Unless you want employees to confuse your safety initiatives with compensation or expect the opportunity to achieve rewards and recognition each year, steer clear of cash awards. Non-cash awards can have the same impact without becoming expected year after year or raising issues about compensation.

Measure the right things. Your goal is to lower the number of accidents and injuries, not to give employees an incentive to under-report incidents. Safety programs should have up to three performance criteria: one that focuses on the goal (e.g., staying below a certain level of accidents or injuries) and maybe two others that measure compliance with safety procedures. By promoting safe behaviors and measuring compliance, you focus employees on how they will achieve the goal, not just the goal itself. This improves the chances they will adjust their behavior, rather than attempt to cheat by under-reporting.
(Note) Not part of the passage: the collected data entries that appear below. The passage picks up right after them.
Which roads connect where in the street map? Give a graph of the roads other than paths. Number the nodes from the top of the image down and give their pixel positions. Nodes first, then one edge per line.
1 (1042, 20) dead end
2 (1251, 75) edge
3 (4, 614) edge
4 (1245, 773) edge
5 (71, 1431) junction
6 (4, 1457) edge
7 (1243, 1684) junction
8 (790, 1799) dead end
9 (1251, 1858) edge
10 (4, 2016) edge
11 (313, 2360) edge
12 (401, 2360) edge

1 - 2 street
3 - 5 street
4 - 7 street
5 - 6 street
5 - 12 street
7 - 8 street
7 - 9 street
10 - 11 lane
Monitor the campaign. Watch both for quantitative and qualitative signs that your campaign is on track. If you are measuring three different performance measures, do the results correlate (e.g., has compliance increased and number of accidents decreased)? If the results don't synchronize with the behaviors, you've got a problem that perhaps could be addressed sooner rather than later.

Analyze the results. By having three sets of program measures, your company has significant data related to return on investment. Beyond being able to identify cost savings in terms of lost employee time, downtime, damaged equipment, and insurance costs, you also can watch the correlation between compliance and results to learn more about the types of training, communication, or rewards and recognition needed to achieve the desired results over time.

Present with passion. Sincerity and recognition go a long way toward making people feel appreciated for their effort and for making others mindful that management cares.

Ask about the tax benefits. Lawmakers apparently saw enough advantages in the use of safety programs that the tax laws create benefits for companies using qualified programs. These rules enable companies to give certain employees higher awards on a tax-free basis, if the programs obey certain rules.

Safety is a way of life. Utilizing targeted internal campaigns that address the key elements of human behavior will go a long way toward achieving goals in measurable ways that make sense to management.

This article appeared in the January 2005 issue of Occupational Health & Safety.